Picture of Non-trident Exterior Communication

The Musée de l'air et de l'espace, (English: Air and Space Museum), is a French aerospace museum, located at the south-eastern edge of Le Bourget Airport, north of Paris, and in the commune of Le Bourget. It was inaugurated in 1919 after a proposal by the celebrated aeronautics engineer Albert Caquot (1881–1976).

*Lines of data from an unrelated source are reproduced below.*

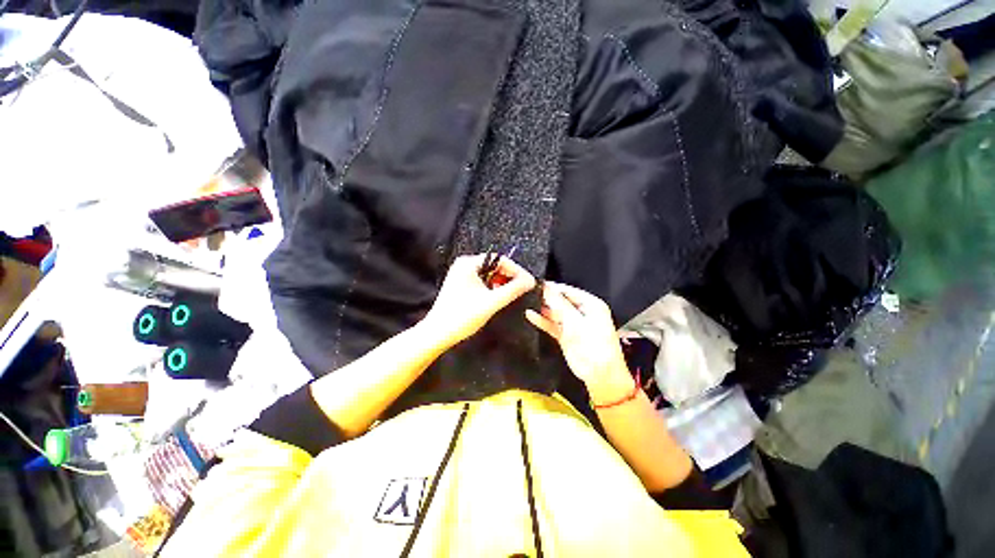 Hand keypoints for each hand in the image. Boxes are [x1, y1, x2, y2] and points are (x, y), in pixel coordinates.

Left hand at [422, 254, 535, 348]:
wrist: (437, 334)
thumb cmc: (462, 317)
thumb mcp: (492, 302)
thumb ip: (513, 290)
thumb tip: (530, 280)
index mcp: (468, 263)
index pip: (500, 260)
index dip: (517, 271)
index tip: (528, 282)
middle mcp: (464, 265)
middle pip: (495, 266)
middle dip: (509, 277)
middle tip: (521, 290)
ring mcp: (461, 275)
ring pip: (489, 275)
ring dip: (501, 283)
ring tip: (510, 295)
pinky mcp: (460, 285)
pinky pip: (482, 281)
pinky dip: (492, 288)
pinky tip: (497, 298)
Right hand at [525, 282, 631, 400]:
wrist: (600, 374)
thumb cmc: (595, 346)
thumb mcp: (576, 321)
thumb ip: (559, 304)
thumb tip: (546, 287)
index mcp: (591, 304)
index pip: (568, 291)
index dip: (553, 288)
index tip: (536, 284)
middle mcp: (582, 312)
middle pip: (560, 301)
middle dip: (546, 298)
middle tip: (529, 293)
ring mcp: (573, 324)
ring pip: (555, 312)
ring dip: (543, 309)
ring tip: (526, 302)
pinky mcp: (565, 335)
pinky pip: (552, 324)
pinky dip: (542, 321)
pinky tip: (530, 315) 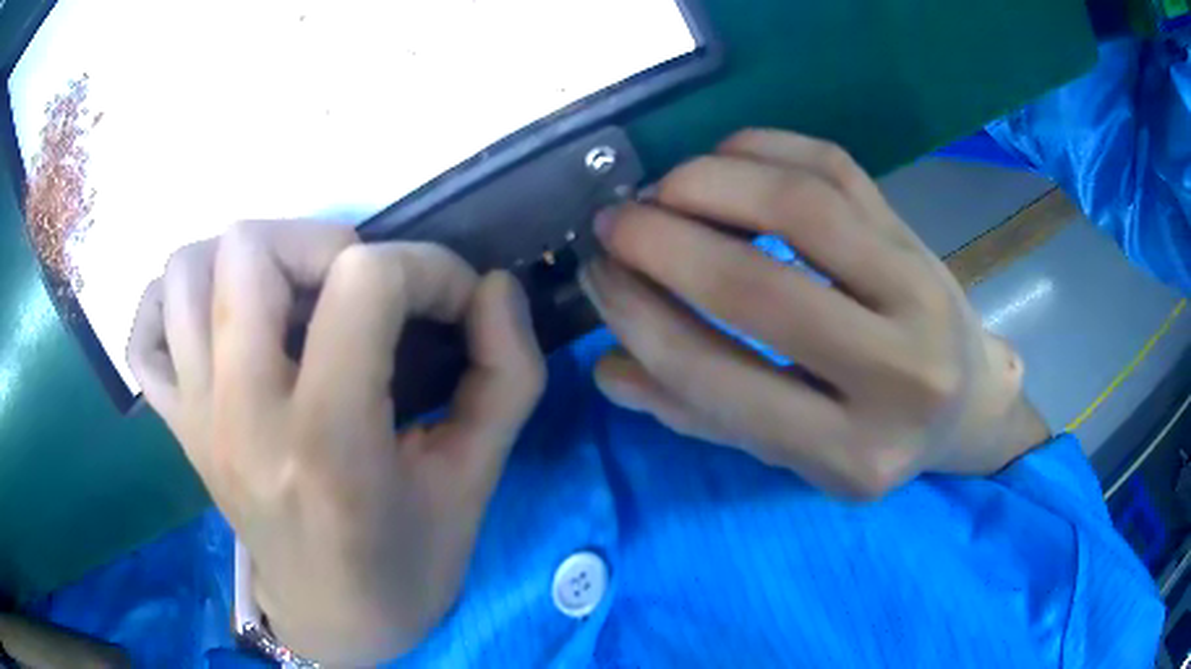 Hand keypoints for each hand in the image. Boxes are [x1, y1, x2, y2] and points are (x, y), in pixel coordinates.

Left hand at [127, 222, 544, 663]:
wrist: (334, 622)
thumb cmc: (407, 564)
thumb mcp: (475, 482)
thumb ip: (507, 377)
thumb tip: (497, 288)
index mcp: (326, 444)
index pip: (363, 283)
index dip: (428, 269)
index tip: (453, 303)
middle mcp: (241, 417)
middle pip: (249, 250)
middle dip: (326, 244)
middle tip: (361, 293)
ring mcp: (195, 418)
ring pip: (185, 271)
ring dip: (247, 263)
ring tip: (293, 301)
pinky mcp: (176, 425)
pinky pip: (144, 330)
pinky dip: (173, 306)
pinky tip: (220, 326)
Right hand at [581, 129, 1048, 498]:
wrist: (966, 404)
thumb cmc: (872, 437)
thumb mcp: (792, 452)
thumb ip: (701, 415)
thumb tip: (610, 366)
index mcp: (852, 456)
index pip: (719, 380)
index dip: (640, 318)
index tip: (596, 276)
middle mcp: (898, 377)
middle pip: (761, 290)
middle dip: (662, 243)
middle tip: (612, 222)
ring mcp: (920, 293)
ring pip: (803, 208)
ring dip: (709, 183)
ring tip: (660, 188)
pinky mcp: (918, 236)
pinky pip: (833, 167)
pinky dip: (762, 148)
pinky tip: (720, 159) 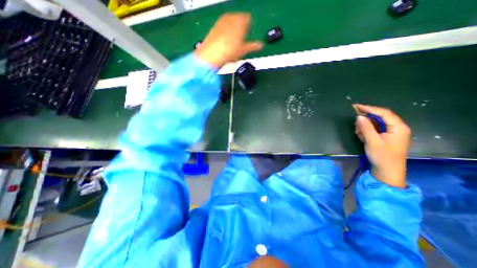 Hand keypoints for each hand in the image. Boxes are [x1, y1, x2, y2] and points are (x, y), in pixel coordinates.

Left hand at [192, 13, 262, 68]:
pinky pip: (224, 26)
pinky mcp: (215, 25)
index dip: (249, 28)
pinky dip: (226, 31)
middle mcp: (231, 17)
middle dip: (242, 28)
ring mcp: (222, 20)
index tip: (248, 36)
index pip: (249, 19)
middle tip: (241, 41)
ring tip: (233, 43)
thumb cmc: (230, 52)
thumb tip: (262, 45)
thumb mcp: (243, 50)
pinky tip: (225, 42)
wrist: (211, 54)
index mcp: (241, 21)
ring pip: (232, 22)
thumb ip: (253, 46)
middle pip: (240, 19)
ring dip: (234, 30)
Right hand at [353, 103, 409, 187]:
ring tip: (358, 133)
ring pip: (376, 123)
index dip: (369, 108)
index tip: (356, 107)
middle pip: (379, 117)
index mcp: (398, 127)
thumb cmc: (382, 156)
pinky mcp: (386, 137)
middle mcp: (397, 128)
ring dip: (365, 126)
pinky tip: (361, 135)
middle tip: (355, 125)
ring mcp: (392, 133)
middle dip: (366, 120)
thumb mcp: (372, 141)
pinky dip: (367, 131)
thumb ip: (366, 128)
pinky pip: (375, 129)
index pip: (383, 113)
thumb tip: (359, 116)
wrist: (387, 171) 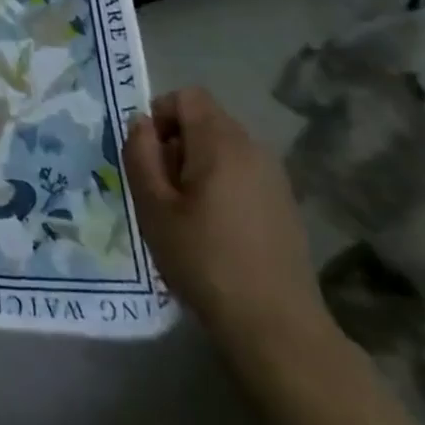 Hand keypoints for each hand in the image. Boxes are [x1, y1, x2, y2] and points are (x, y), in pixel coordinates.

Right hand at [124, 87, 331, 362]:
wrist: (276, 327)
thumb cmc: (205, 260)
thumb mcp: (153, 206)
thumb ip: (140, 154)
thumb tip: (140, 123)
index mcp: (221, 142)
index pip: (188, 96)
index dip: (160, 114)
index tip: (148, 156)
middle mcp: (253, 148)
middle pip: (206, 120)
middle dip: (176, 142)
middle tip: (161, 189)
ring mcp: (274, 177)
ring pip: (223, 148)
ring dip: (197, 165)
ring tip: (185, 212)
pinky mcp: (284, 204)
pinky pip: (242, 173)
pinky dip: (221, 185)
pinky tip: (215, 230) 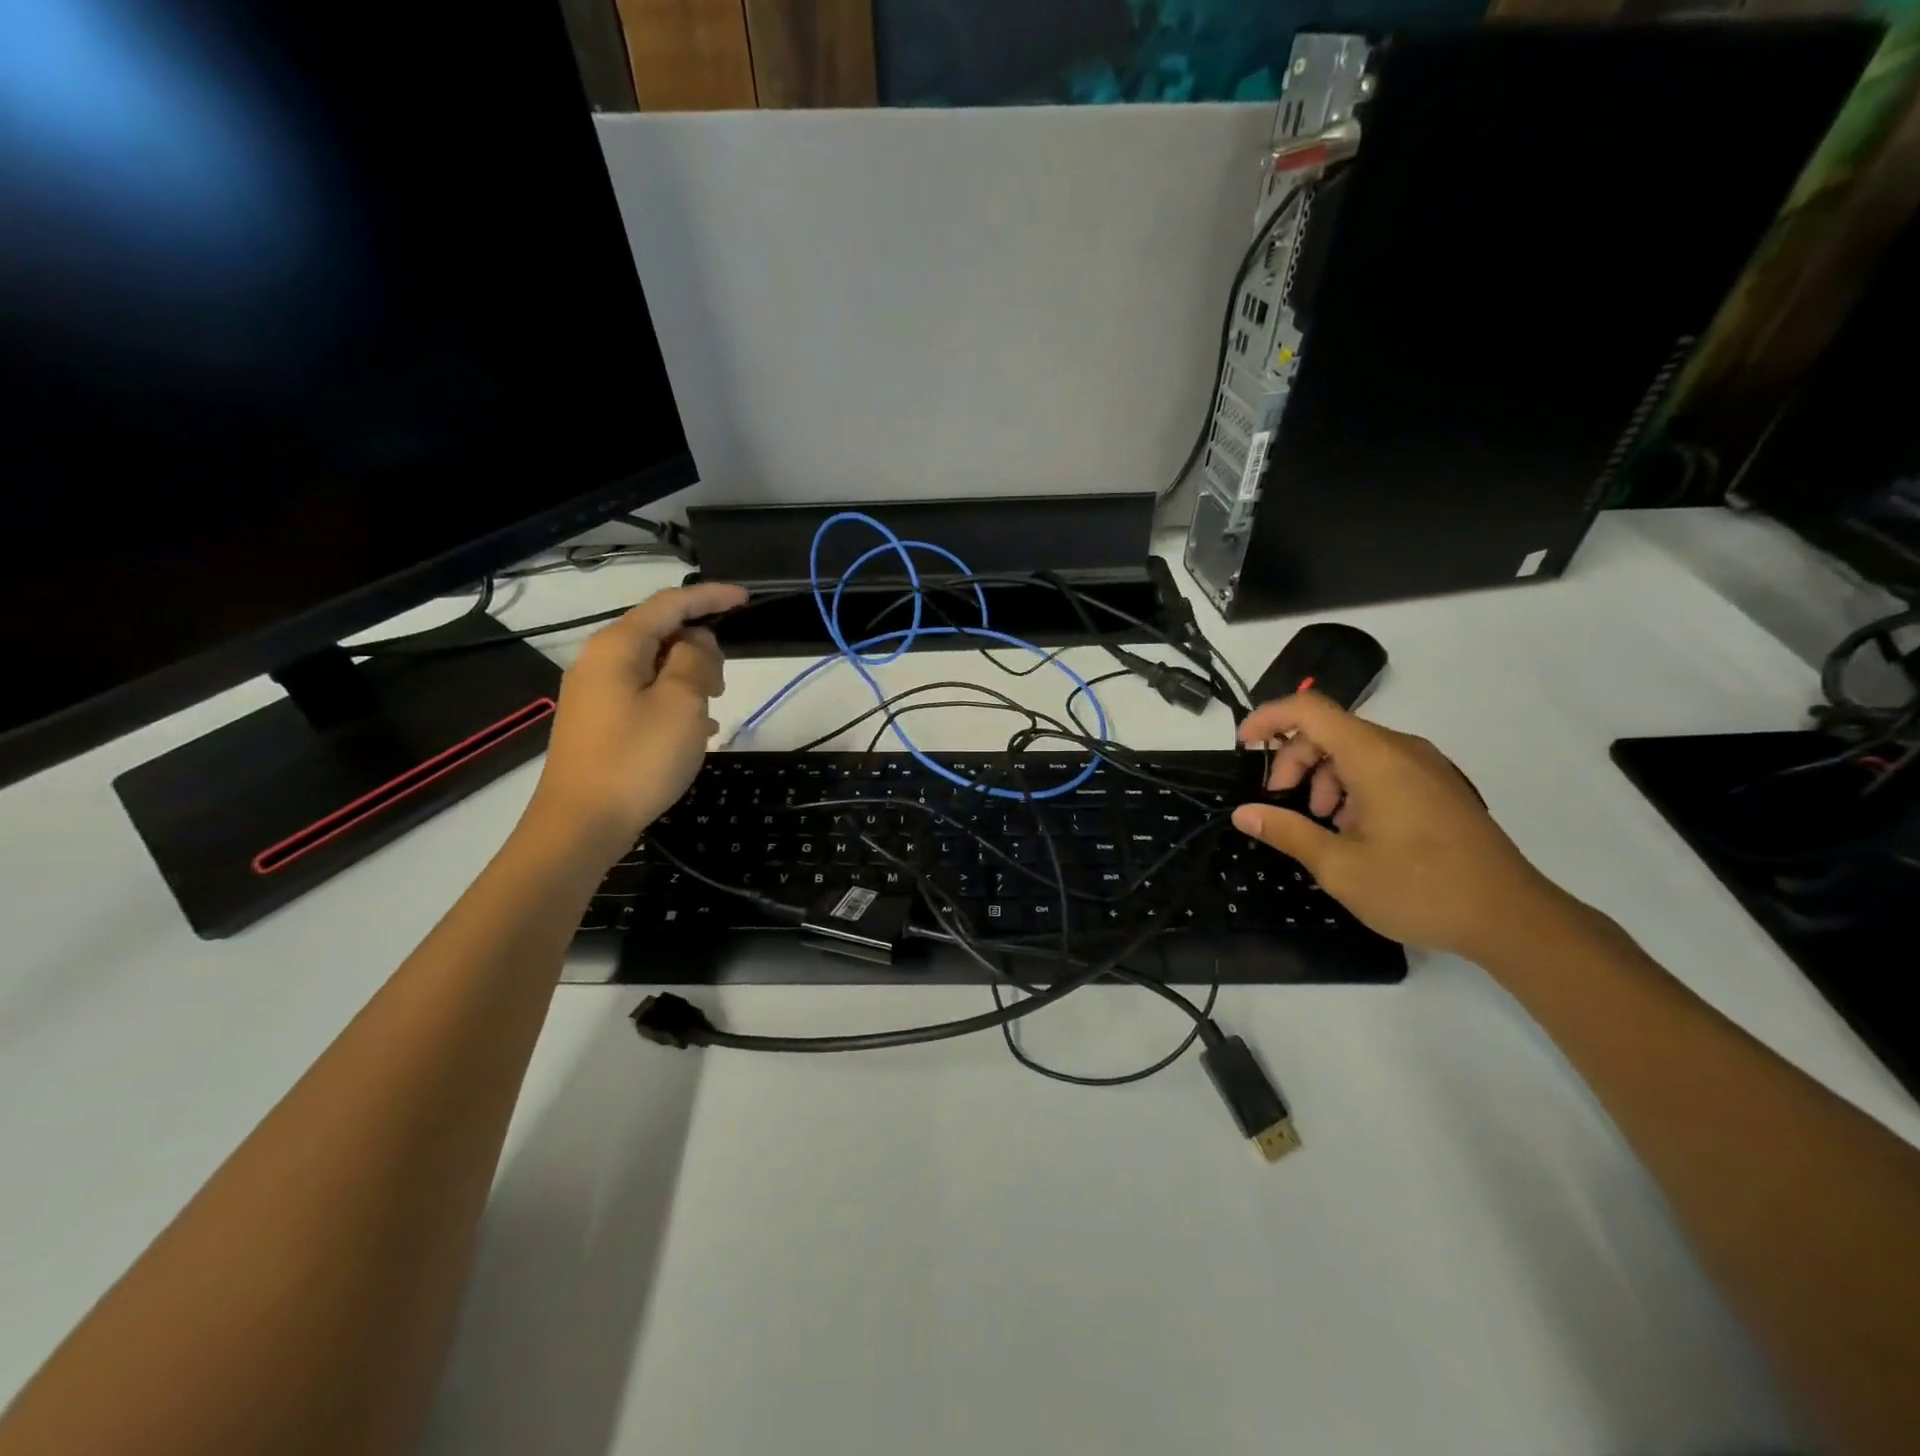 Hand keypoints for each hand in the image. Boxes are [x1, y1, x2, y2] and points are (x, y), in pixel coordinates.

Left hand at [525, 581, 747, 861]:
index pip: (670, 603)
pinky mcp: (598, 722)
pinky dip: (674, 701)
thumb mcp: (682, 703)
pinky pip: (644, 695)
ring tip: (711, 711)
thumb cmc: (637, 759)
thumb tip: (696, 642)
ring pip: (654, 667)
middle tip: (723, 685)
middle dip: (700, 648)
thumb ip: (696, 660)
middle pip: (660, 633)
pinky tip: (695, 730)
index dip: (710, 597)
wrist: (581, 824)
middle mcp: (600, 661)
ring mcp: (595, 693)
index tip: (745, 599)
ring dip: (689, 679)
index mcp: (618, 647)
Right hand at [1231, 692, 1573, 963]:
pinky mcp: (1439, 787)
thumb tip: (1244, 814)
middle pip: (1330, 730)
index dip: (1268, 719)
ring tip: (1321, 823)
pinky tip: (1353, 830)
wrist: (1513, 919)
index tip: (1243, 747)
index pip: (1309, 710)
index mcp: (1375, 757)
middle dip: (1294, 760)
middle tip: (1281, 803)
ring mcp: (1426, 767)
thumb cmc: (1419, 888)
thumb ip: (1287, 832)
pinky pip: (1382, 767)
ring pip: (1355, 750)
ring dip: (1323, 776)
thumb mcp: (1340, 867)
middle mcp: (1402, 749)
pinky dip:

Occupying over 150,000 square metres (1,600,000 sq ft) of land and hangars, it is one of the oldest aviation museums in the world. The museum's collection contains more than 19,595 items, including 150 aircraft, and material from as far back as the 16th Century. Also displayed are more modern air and spacecraft, including the prototype for Concorde, and Swiss and Soviet rockets. The museum also has the only known remaining piece — the jettisoned main landing gear — of the L'Oiseau Blanc (The White Bird), the 1927 aircraft which attempted to make the first Transatlantic crossing from Paris to New York. On 8 May 1927, the aircraft took off from Le Bourget, jettisoned its main landing gear (which is stored at the museum), which it was designed to do as part of its trans-Atlantic flight profile, but then disappeared over the Atlantic, only two weeks before Lindbergh's monoplane completed its successful non-stop trans-Atlantic flight to Le Bourget from the United States.